Not always true - what about Franjo Tuđman? It's rendered in Polish as Tudjman at times, not the original.

And the names are frequently changed - for instance, Mindaugas, the first Lithuanian king - known as Mindaugas in English and Lithuanian, but changed into Mendog in Polish.

And what about the most famous example of the lot - John Paul II, or more accurately, Ioannes Paulus II.

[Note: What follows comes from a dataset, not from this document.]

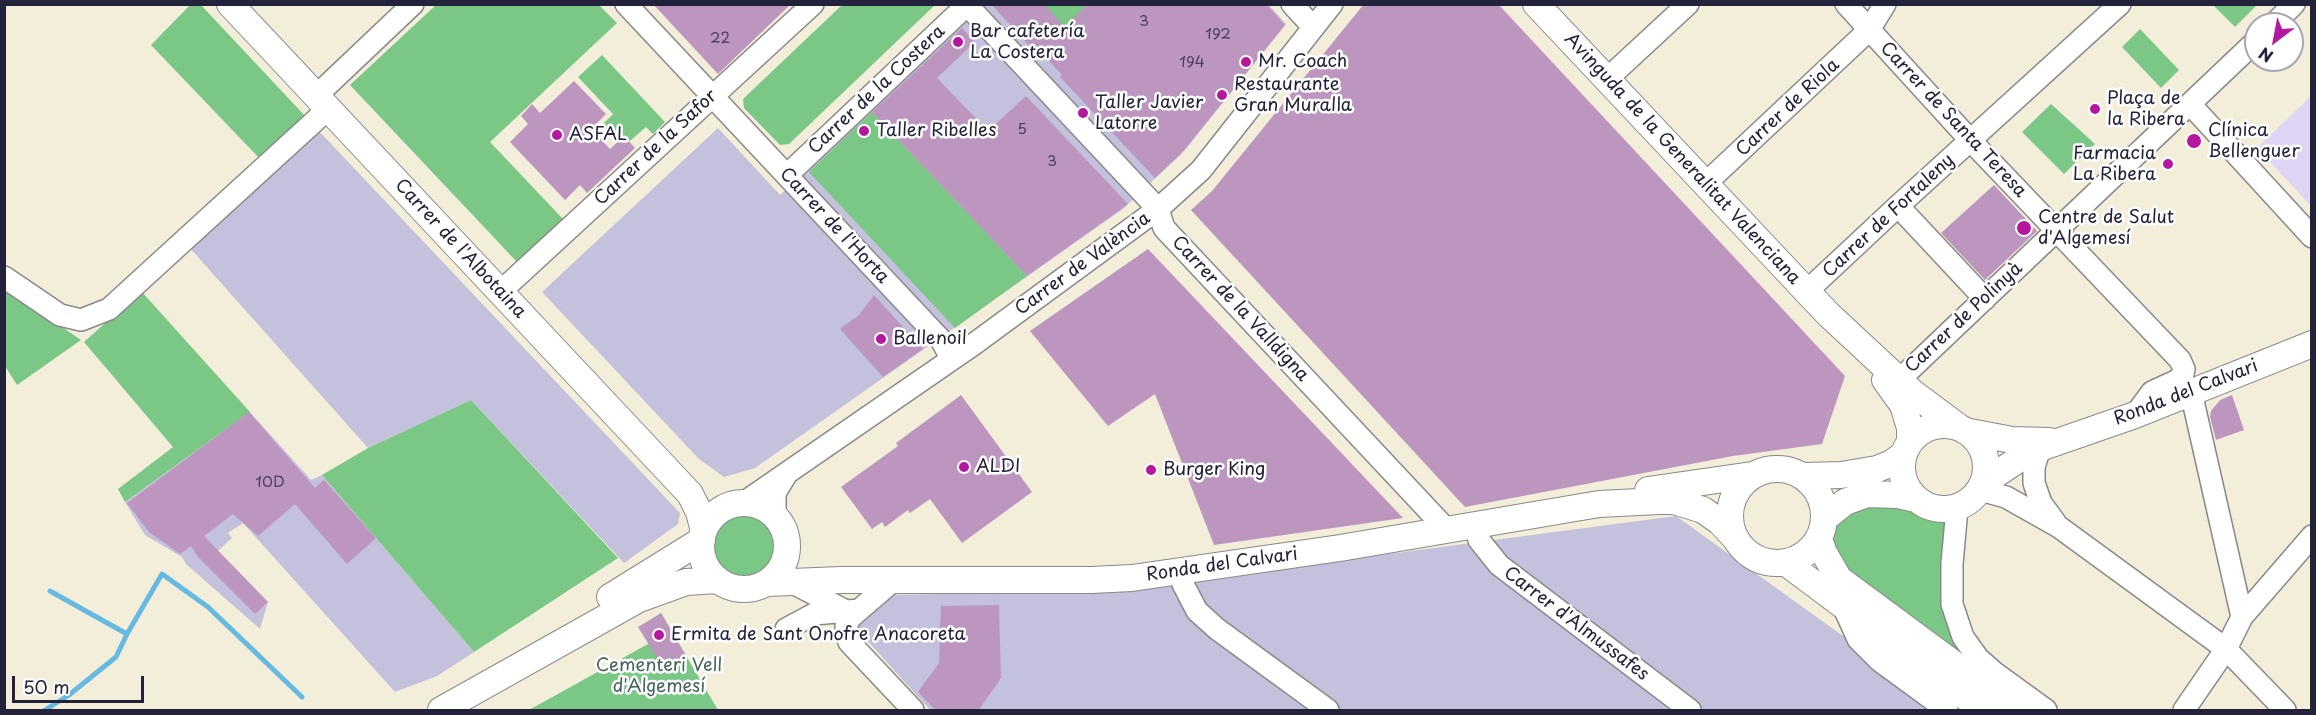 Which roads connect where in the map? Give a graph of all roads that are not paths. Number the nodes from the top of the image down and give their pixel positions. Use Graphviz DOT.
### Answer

Polish is really littered with examples like this.
Antek_Stalich 5 | 997
10 May 2011  #20
Before anyone puts the complaint on spelling the name such as "Walesa", we should start calling Muenchen the right name, and we shall get rid of names such as Padwa, Rzym, Londyn, Nowy Jork and the like.
gumishu 11 | 4,956
10 May 2011  #21
Antek_Stalich

Before anyone puts the complaint on spelling the name such as "Walesa", we should start calling Muenchen the right name, and we shall get rid of names such as Padwa, Rzym, Londyn, Nowy Jork and the like.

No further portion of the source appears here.